Geschichten:Kressenburger Neujahrsstechen 1042 BF - Teil 12
Nur selten verschlägt es Leubrecht auf Turniere. Nur selten bricht er auf um sich im Schaukampf gegen andere Standesgenossen zu beweisen. Ja, Schaukampf! Im Reich gab es mehr als genügend Brandherde an denen eine scharfe Klinge dringend bedurft wurde. Im zurückliegenden Götterlauf hatte er sein Schwert in den Dienst der Kaisermark gestellt, gemeinsam mit seinem Vetter Savertin hatte er den marodierenden Schergen des Helme Haffax nachgestellt. Eine Pflicht des Adels! Allgemein hielt er nicht viel von den Privilegien des Adels, vielmehr betrachtete er die Pflichten. Die Pflicht zu Schützen, zu Führen und zu Herrschen. In der Tat verstand er dies als Pflichten, wobei seine Familie auch eine ganz eigene Sicht vertrat wenn es darum ging Verantwortung zu übernehmen. Denn je größer das Lehen und je einflussreicher der Posten, desto mehr Verantwortung übernahm ein Adliger. Doch war in diesen Praiosläufen, in denen er am Turnier teilnahm, dies nicht weiter von Bedeutung. Letztlich war er ein fahrender Ritter auf der Suche nach Verantwortung. Er hatte sich im wahren Kampf bewiesen und niemand hatte es ihm gedankt, sein Lohn war einzig und allein die Beute der besiegten Schergen. Es konnte also nicht schaden sich auf einem Tunier zu zeigen und sich durch sein dargebotenes Können zu empfehlen.

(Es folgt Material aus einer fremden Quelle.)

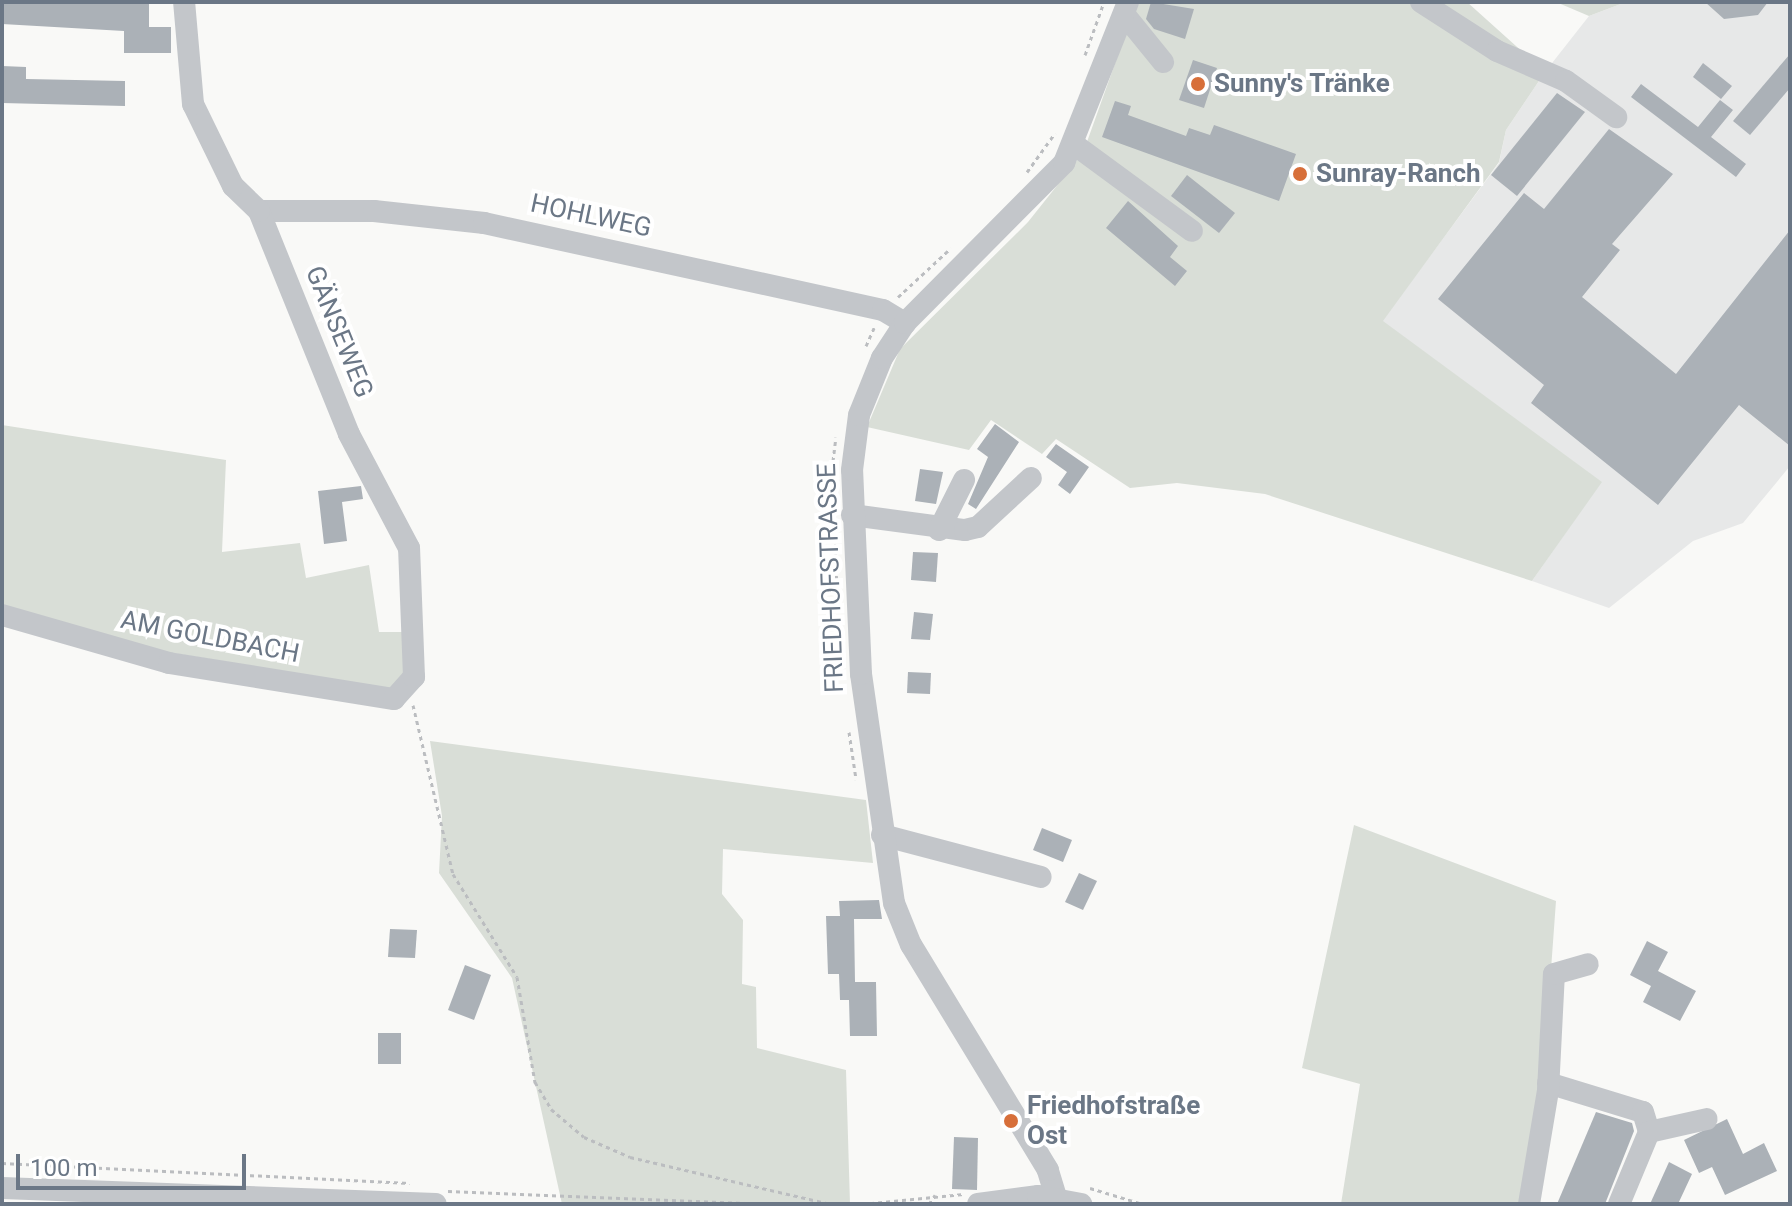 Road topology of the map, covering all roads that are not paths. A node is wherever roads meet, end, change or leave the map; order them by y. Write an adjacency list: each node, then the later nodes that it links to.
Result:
1 (184, 2): 7 (street, GÄNSEWEG)
2 (1421, 2): 5 (street)
3 (1126, 8): 4 (street); 6 (street, FRIEDHOFSTRASSE)
4 (1163, 62)
5 (1616, 117)
6 (1075, 145): 8 (street); 9 (street, FRIEDHOFSTRASSE)
7 (259, 211): 9 (street, HOHLWEG); 15 (street, GÄNSEWEG)
8 (1192, 231)
9 (905, 323): 12 (street, FRIEDHOFSTRASSE)
10 (1031, 478): 13 (street)
11 (964, 480): 13 (street)
12 (852, 515): 13 (street); 16 (street, FRIEDHOFSTRASSE)
13 (939, 530)
14 (2, 615): 15 (street, AM GOLDBACH)
15 (408, 690)
16 (882, 835): 17 (street); 23 (street, FRIEDHOFSTRASSE)
17 (1041, 877)
18 (1588, 964): 19 (street)
19 (1548, 1083): 21 (street); 28 (street)
20 (1707, 1119): 21 (street)
21 (1649, 1132): 29 (street)
22 (2, 1188): 24 (street)
23 (1055, 1191): 26 (street); 27 (street)
24 (70, 1197): 25 (street)
25 (436, 1204)
26 (978, 1204)
27 (1081, 1204)
28 (1529, 1204)
29 (1619, 1204) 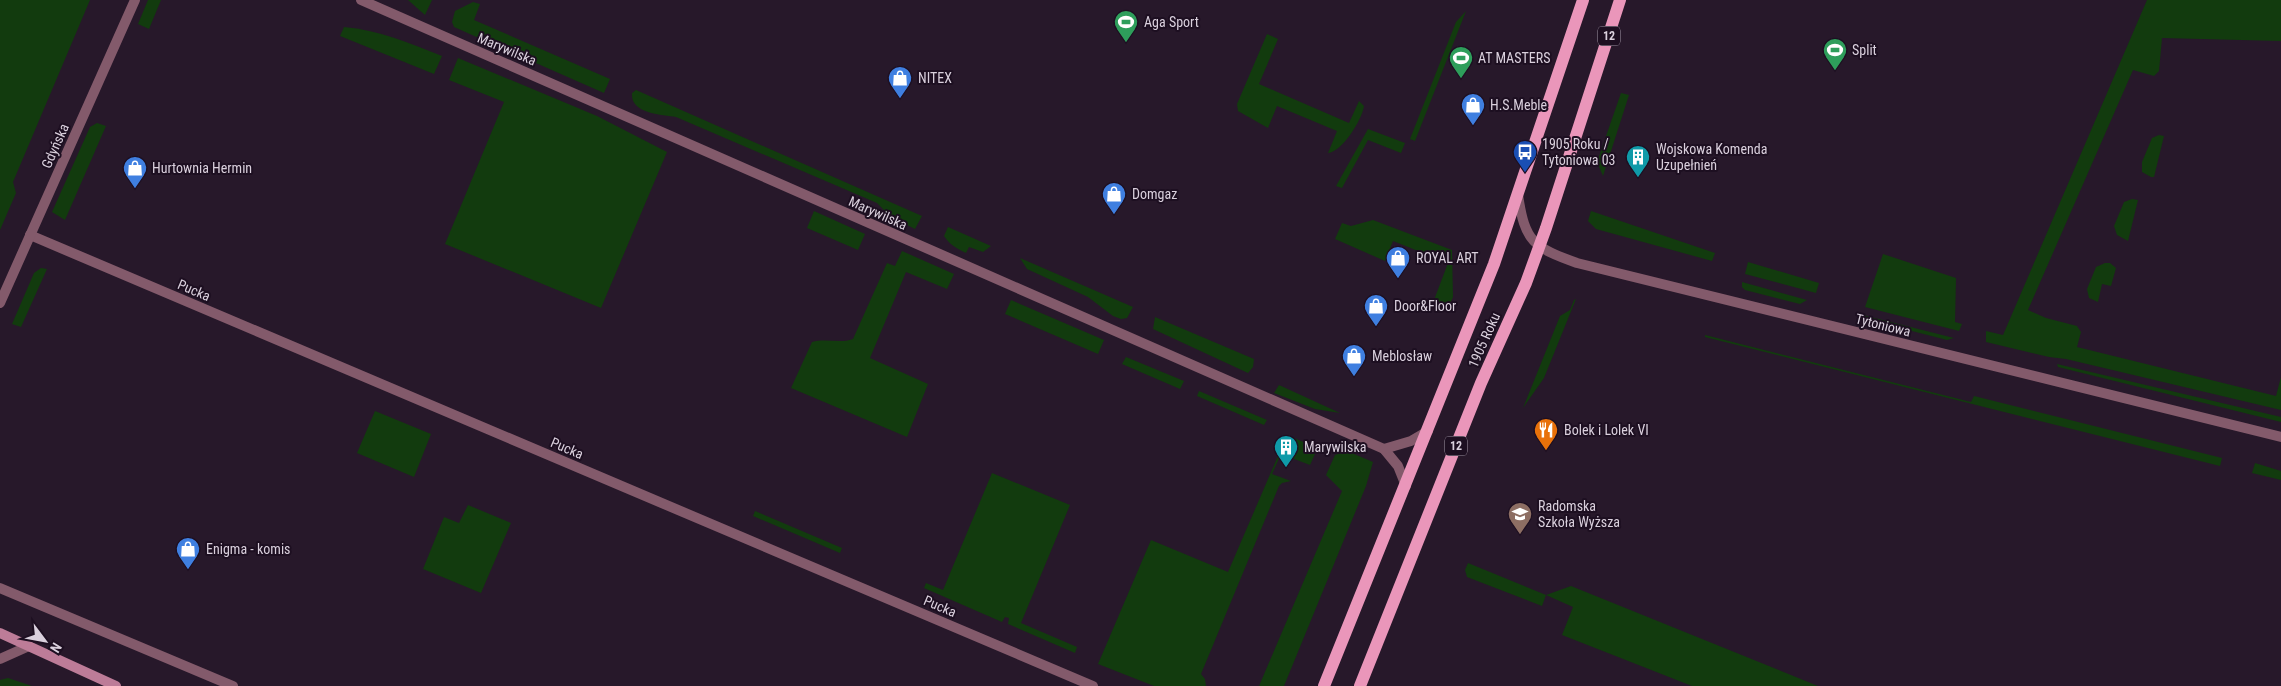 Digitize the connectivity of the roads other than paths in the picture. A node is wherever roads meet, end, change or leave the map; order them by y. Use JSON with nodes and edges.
{"nodes":[{"id":1,"x":135,"y":0,"type":"edge"},
{"id":2,"x":361,"y":0,"type":"edge"},
{"id":3,"x":1583,"y":0,"type":"edge"},
{"id":4,"x":1620,"y":0,"type":"edge"},
{"id":5,"x":1518,"y":194,"type":"junction"},
{"id":6,"x":30,"y":235,"type":"junction"},
{"id":7,"x":1539,"y":247,"type":"junction"},
{"id":8,"x":0,"y":303,"type":"edge"},
{"id":9,"x":1428,"y":431,"type":"junction"},
{"id":10,"x":2281,"y":437,"type":"edge"},
{"id":11,"x":1384,"y":449,"type":"junction"},
{"id":12,"x":1406,"y":486,"type":"junction"},
{"id":13,"x":0,"y":588,"type":"edge"},
{"id":14,"x":0,"y":633,"type":"edge"},
{"id":15,"x":29,"y":646,"type":"junction"},
{"id":16,"x":0,"y":659,"type":"edge"},
{"id":17,"x":116,"y":686,"type":"edge"},
{"id":18,"x":234,"y":686,"type":"edge"},
{"id":19,"x":1093,"y":686,"type":"edge"},
{"id":20,"x":1324,"y":686,"type":"edge"},
{"id":21,"x":1360,"y":686,"type":"edge"}],
"edges":[{"from":1,"to":6,"type":"street","name":"Gdyńska"},
{"from":2,"to":11,"type":"street","name":"Marywilska"},
{"from":3,"to":5,"type":"main road","name":"1905 Roku","number":"12"},
{"from":4,"to":7,"type":"main road","name":"1905 Roku","number":"12"},
{"from":5,"to":7,"type":"street","name":"Tytoniowa"},
{"from":5,"to":9,"type":"main road","name":"1905 Roku","number":"12"},
{"from":6,"to":8,"type":"street","name":"Gdyńska"},
{"from":6,"to":19,"type":"street","name":"Pucka"},
{"from":7,"to":10,"type":"street","name":"Tytoniowa"},
{"from":7,"to":21,"type":"main road","name":"1905 Roku","number":"12"},
{"from":9,"to":11,"type":"street"},
{"from":9,"to":12,"type":"main road","name":"1905 Roku","number":"12"},
{"from":11,"to":12,"type":"street","name":"Marywilska"},
{"from":12,"to":20,"type":"main road","name":"1905 Roku","number":"12"},
{"from":13,"to":18,"type":"street"},
{"from":14,"to":15,"type":"main road"},
{"from":15,"to":16,"type":"street"},
{"from":15,"to":17,"type":"main road"}]}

Doch gab es auch andere Gründe dafür das Leubrecht von Vairningen nur selten Turniere besuchte. Nur ungern trafen die Mitglieder des garetischen Familienzweiges auf die des restlichen Hauses, ging man doch bereits seit über sieben Dekaden getrennte Wege. Damals war Leubrechts Großvater nach Garetien gekommen und hatte sich dadurch dem Zugriff seiner Halbschwester entzogen. Ein Zugriff der für andere Verwandte tödliche Folgen gehabt hatte. Ein Schicksal das sein Großvater nicht teilen wollte. Seither vermieden seine Verwandten es in Kontakt mit ihren anderen Angehörigen zu kommen, sie vermieden es unnötigen Zwist heraufzubeschwören und somit mieden sie Turniere auf denen sie voraussichtlich auf Nordmärker treffen könnten. Ein Unterfangen das nicht ohne Probleme war, hatte die Familie in den vergangenen Götterläufen doch auch außerhalb der Nordmarken Fuß gefasst. Was blieben waren kleinere, abgelegene Turniere – wie es eben dieses in Kressenburg war.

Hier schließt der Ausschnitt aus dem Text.